Each line of the records that holds "Celia" should be shown in full.

*** Opening Data section ***

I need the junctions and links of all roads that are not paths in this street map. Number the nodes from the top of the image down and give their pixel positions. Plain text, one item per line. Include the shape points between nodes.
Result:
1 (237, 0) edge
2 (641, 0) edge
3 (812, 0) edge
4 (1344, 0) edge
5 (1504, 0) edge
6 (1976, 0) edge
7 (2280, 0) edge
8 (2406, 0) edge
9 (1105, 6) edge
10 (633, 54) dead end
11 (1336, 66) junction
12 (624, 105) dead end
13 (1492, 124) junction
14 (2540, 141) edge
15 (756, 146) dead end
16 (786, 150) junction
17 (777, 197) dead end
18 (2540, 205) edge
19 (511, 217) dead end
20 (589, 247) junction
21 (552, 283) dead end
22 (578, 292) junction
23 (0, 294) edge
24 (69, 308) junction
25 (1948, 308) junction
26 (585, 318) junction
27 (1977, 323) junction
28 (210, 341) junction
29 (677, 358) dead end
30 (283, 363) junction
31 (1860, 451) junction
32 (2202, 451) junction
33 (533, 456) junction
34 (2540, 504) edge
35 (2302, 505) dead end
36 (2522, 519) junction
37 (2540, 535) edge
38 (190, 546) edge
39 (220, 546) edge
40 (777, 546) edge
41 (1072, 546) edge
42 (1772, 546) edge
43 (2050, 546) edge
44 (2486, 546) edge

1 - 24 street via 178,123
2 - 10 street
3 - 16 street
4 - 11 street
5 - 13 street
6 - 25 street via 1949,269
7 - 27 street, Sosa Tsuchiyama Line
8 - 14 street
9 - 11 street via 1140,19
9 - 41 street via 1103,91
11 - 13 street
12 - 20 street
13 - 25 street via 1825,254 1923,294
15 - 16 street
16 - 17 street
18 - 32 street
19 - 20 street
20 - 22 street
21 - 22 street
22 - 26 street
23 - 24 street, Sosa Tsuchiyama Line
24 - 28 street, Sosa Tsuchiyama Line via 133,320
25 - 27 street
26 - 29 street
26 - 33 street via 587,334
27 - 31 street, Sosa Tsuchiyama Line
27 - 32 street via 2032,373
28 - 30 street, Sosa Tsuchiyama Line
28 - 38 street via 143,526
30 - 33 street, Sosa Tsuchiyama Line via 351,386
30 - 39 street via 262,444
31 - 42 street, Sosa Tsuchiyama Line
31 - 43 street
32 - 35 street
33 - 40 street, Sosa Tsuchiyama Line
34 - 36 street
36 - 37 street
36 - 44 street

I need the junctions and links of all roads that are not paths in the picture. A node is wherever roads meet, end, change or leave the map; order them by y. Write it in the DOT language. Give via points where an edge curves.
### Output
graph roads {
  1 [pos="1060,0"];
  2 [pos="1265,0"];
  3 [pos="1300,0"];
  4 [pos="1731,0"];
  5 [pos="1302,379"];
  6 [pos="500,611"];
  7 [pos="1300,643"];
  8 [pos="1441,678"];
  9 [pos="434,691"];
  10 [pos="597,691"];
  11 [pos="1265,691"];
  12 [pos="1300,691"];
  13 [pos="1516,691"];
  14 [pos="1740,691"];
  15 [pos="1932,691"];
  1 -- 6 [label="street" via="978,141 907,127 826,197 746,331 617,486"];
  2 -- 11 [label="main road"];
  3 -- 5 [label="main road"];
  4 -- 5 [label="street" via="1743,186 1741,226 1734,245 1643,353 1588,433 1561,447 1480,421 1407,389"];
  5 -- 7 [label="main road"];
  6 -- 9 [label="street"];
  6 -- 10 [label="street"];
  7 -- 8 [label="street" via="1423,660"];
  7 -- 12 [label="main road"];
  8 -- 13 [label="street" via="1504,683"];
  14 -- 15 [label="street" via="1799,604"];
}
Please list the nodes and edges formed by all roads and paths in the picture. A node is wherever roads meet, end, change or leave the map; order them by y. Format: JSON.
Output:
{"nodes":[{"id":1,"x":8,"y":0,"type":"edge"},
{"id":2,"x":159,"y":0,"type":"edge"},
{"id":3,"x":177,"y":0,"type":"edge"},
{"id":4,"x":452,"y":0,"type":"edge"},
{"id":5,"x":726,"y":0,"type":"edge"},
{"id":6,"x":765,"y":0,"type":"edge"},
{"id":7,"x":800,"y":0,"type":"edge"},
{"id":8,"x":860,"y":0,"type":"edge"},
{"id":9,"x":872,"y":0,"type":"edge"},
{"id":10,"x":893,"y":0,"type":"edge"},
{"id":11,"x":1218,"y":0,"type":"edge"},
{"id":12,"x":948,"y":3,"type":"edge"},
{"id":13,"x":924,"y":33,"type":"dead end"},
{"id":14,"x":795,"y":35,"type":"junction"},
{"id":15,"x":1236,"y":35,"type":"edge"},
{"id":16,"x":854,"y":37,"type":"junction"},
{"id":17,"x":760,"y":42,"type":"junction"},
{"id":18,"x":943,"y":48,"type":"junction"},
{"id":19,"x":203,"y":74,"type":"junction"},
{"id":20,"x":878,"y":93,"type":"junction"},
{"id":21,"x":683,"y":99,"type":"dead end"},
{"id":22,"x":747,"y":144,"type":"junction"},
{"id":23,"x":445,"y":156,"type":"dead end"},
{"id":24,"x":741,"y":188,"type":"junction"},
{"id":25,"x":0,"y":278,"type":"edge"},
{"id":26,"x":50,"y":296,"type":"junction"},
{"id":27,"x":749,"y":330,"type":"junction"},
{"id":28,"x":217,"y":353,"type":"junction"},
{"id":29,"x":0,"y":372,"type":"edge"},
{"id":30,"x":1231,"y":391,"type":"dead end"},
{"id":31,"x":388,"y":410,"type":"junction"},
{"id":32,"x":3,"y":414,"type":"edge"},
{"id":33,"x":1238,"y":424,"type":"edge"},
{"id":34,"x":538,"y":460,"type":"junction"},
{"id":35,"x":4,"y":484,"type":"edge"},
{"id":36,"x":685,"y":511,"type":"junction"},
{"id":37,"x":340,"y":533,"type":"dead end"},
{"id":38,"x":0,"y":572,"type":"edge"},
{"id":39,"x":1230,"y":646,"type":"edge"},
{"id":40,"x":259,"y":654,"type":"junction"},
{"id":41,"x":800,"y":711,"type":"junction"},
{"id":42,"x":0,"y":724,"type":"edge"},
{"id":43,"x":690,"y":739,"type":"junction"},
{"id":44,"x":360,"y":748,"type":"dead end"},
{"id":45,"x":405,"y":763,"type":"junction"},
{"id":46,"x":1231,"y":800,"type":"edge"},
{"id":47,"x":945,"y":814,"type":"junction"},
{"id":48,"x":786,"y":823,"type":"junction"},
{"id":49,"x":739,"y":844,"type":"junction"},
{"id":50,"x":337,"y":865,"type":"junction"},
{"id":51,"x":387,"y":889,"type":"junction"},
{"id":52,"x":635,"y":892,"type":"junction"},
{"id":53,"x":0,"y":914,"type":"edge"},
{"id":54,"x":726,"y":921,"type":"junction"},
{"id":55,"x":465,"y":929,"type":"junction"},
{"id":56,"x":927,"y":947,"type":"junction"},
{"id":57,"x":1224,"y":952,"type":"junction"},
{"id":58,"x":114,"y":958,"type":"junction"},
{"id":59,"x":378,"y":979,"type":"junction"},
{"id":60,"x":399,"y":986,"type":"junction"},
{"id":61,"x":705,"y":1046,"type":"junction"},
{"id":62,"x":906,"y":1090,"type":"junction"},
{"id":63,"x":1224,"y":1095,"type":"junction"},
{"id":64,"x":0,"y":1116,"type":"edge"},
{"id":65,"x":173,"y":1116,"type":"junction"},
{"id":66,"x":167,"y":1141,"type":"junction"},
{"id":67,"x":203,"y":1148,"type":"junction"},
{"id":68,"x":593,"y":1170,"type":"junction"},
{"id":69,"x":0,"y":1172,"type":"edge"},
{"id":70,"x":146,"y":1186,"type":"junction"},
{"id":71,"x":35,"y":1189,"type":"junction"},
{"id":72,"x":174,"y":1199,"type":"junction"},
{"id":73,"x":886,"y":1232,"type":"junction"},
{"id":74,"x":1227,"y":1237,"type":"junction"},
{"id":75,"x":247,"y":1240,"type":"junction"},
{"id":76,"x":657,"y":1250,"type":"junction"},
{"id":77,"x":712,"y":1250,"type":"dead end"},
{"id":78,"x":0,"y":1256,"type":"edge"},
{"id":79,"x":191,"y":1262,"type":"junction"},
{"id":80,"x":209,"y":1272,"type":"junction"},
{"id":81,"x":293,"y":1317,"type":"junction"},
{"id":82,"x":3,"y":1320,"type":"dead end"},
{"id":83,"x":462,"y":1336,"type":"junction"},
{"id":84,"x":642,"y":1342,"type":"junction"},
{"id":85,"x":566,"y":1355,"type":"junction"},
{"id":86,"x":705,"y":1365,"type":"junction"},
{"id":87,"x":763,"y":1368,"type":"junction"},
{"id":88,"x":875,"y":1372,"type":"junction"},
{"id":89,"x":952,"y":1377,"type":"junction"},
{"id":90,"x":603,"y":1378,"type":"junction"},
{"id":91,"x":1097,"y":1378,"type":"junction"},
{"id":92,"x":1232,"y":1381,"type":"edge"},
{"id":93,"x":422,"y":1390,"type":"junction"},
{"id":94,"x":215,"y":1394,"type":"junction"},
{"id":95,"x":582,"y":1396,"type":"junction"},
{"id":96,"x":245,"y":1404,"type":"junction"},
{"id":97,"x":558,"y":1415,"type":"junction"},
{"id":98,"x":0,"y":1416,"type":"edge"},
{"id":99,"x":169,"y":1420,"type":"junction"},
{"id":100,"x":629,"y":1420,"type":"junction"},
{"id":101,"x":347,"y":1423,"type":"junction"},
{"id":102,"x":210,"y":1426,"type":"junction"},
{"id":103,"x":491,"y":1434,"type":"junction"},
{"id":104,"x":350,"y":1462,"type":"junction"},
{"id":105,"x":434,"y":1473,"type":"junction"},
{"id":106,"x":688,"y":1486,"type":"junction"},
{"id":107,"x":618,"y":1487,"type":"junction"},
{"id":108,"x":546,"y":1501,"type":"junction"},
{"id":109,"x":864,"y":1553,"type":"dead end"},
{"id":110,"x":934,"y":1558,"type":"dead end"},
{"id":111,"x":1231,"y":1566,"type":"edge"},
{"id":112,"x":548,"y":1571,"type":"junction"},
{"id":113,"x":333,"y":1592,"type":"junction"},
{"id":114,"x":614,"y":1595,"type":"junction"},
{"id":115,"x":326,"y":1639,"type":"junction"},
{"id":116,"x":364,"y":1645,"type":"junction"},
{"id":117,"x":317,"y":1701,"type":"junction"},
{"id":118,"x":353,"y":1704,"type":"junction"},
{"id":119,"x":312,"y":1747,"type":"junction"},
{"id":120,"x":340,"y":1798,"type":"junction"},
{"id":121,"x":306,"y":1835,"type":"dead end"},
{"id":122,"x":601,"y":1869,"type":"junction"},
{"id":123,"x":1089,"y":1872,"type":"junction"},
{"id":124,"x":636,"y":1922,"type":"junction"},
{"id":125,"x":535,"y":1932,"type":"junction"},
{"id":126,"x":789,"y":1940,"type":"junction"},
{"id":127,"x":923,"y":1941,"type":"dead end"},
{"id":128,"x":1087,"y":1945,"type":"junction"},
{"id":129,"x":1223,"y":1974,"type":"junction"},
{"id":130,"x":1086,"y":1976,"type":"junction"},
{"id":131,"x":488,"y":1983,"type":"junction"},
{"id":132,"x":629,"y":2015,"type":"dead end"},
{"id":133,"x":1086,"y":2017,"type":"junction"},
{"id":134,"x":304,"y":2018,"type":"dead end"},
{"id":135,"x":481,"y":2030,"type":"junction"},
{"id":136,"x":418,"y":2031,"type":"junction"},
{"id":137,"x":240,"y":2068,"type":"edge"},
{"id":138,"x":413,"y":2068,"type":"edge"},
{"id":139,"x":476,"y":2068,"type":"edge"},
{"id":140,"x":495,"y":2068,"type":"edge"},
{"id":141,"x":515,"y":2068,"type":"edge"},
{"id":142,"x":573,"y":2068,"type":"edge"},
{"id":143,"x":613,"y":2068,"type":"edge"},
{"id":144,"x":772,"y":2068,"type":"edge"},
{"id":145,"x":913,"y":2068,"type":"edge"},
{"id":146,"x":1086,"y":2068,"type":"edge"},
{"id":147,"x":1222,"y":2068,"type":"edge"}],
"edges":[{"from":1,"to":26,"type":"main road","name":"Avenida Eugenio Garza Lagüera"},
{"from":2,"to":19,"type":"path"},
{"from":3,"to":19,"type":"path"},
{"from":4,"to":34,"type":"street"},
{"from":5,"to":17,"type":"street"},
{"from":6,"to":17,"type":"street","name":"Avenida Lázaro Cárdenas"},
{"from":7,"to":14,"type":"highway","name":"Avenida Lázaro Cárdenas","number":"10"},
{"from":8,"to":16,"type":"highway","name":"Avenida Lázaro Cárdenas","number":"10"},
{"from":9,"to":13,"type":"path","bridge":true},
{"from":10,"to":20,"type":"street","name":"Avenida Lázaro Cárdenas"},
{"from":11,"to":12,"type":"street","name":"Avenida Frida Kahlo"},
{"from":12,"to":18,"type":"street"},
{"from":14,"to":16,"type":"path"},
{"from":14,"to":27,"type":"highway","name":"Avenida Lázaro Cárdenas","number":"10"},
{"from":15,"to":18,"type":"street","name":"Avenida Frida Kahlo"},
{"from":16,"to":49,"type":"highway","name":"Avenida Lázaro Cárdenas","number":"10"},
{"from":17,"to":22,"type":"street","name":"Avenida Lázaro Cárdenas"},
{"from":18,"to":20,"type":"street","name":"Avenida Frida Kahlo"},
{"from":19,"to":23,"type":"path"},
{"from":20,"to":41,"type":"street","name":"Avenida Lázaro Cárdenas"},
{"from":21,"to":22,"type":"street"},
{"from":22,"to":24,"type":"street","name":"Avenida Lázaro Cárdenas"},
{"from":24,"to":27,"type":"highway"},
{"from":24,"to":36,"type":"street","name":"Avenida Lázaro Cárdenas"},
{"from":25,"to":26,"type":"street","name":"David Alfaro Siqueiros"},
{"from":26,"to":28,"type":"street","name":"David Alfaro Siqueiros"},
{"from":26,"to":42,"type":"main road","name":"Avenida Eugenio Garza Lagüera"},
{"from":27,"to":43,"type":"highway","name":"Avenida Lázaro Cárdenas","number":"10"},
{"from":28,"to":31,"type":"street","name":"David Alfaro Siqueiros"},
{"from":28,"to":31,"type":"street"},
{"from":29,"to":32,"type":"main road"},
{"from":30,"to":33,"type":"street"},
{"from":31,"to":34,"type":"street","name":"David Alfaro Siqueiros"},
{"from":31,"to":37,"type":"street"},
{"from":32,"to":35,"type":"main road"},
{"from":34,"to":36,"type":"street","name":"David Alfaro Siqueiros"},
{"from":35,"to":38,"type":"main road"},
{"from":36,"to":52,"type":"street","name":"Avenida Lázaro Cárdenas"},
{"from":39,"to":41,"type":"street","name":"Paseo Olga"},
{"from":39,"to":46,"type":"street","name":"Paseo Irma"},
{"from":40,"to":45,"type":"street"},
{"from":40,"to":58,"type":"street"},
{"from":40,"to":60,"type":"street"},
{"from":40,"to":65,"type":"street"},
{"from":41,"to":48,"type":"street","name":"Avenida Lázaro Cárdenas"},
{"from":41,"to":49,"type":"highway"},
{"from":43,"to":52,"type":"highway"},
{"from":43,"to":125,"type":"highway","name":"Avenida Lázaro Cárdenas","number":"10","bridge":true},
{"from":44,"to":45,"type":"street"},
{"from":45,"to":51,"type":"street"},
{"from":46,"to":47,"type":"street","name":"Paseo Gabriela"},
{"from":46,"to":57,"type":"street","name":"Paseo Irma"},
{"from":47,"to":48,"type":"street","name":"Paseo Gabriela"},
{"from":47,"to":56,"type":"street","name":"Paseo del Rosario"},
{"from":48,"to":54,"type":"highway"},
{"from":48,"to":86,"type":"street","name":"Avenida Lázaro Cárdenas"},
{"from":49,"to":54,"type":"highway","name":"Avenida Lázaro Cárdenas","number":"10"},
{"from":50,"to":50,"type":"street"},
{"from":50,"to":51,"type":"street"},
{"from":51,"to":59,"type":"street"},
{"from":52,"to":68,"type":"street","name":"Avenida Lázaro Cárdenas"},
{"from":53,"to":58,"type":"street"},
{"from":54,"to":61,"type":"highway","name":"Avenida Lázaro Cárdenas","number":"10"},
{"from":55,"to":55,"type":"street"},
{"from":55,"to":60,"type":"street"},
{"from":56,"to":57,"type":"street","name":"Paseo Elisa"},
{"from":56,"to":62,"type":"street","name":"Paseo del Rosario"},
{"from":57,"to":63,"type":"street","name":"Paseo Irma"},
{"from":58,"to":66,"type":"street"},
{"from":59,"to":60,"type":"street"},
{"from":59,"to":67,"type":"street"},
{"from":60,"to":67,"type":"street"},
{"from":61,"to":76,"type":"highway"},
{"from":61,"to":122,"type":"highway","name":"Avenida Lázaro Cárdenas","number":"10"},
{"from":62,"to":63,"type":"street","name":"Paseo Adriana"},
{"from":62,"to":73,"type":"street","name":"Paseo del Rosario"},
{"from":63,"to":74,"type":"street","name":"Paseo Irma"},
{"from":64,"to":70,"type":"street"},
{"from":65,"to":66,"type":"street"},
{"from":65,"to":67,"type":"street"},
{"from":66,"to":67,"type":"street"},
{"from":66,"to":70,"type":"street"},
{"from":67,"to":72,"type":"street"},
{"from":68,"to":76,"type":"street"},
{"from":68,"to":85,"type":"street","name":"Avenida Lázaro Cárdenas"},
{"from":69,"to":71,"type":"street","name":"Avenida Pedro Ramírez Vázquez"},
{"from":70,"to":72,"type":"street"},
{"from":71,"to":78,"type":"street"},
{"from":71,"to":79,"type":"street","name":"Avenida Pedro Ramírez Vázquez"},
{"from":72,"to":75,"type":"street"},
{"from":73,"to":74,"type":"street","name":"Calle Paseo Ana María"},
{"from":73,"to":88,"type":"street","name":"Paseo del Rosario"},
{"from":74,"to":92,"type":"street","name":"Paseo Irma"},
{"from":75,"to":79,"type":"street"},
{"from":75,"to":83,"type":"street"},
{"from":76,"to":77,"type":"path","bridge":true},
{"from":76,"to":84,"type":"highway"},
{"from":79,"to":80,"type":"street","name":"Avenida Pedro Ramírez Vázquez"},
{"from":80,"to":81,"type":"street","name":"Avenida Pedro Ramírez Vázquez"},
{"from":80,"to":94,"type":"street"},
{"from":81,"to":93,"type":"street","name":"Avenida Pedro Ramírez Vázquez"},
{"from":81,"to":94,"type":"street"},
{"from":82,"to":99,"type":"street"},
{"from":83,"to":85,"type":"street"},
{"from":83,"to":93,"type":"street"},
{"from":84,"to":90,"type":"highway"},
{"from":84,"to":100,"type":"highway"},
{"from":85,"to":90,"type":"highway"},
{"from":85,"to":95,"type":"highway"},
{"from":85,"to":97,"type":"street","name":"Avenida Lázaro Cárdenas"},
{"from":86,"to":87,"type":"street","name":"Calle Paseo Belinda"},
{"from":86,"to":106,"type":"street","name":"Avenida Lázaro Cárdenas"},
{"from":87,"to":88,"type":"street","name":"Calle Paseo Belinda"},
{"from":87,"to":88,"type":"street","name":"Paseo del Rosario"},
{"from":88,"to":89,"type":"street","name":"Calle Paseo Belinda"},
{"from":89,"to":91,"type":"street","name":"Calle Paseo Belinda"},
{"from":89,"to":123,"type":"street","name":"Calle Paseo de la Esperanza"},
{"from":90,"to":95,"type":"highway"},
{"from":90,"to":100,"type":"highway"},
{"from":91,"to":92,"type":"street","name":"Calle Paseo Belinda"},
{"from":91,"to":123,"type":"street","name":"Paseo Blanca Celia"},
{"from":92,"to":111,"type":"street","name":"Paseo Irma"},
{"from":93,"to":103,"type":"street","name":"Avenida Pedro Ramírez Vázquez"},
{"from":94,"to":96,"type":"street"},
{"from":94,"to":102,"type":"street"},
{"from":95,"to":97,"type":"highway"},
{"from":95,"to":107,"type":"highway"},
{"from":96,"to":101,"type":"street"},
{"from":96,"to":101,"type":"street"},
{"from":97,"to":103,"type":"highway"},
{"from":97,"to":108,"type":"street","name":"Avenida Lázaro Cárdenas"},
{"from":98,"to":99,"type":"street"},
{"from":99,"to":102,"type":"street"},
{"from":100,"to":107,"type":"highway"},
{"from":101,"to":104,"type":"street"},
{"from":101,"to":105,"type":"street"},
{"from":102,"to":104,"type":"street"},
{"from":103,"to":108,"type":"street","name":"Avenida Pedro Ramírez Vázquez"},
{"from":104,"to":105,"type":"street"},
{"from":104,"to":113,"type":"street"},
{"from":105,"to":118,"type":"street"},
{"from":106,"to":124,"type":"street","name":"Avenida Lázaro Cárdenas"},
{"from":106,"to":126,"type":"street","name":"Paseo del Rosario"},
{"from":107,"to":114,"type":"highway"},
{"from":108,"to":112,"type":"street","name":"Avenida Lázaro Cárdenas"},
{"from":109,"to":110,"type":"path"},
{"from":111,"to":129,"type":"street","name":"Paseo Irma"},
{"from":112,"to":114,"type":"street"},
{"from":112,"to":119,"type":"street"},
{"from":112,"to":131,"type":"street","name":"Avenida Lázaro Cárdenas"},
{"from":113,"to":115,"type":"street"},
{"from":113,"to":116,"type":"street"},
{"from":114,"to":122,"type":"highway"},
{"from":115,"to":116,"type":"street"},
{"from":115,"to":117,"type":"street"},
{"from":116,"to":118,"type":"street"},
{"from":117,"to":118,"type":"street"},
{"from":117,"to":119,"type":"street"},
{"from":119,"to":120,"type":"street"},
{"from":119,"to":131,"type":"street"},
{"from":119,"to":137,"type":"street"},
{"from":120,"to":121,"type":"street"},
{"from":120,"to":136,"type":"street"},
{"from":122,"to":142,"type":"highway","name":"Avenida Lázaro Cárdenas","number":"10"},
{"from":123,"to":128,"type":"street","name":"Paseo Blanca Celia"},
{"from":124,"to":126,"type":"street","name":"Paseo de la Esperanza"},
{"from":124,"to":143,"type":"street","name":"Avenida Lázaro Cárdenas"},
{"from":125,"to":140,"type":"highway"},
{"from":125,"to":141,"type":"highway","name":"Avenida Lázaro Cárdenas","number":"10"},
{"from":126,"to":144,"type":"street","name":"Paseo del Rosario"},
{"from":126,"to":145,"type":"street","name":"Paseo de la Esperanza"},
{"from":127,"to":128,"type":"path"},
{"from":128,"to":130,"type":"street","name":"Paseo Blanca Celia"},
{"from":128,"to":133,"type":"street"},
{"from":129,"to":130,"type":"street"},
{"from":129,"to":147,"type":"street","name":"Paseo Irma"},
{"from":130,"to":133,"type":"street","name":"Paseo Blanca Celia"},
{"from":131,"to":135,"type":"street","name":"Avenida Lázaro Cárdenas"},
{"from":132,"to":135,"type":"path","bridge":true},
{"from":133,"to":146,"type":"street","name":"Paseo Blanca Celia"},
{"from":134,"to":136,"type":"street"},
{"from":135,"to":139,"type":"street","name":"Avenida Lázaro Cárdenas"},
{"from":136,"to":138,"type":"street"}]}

*** Closing Data section ***

> **Exercise solution**:
{"from":91,"to":123,"type":"street","name":"Paseo Blanca Celia"},
{"from":123,"to":128,"type":"street","name":"Paseo Blanca Celia"},
{"from":128,"to":130,"type":"street","name":"Paseo Blanca Celia"},
{"from":130,"to":133,"type":"street","name":"Paseo Blanca Celia"},
{"from":133,"to":146,"type":"street","name":"Paseo Blanca Celia"},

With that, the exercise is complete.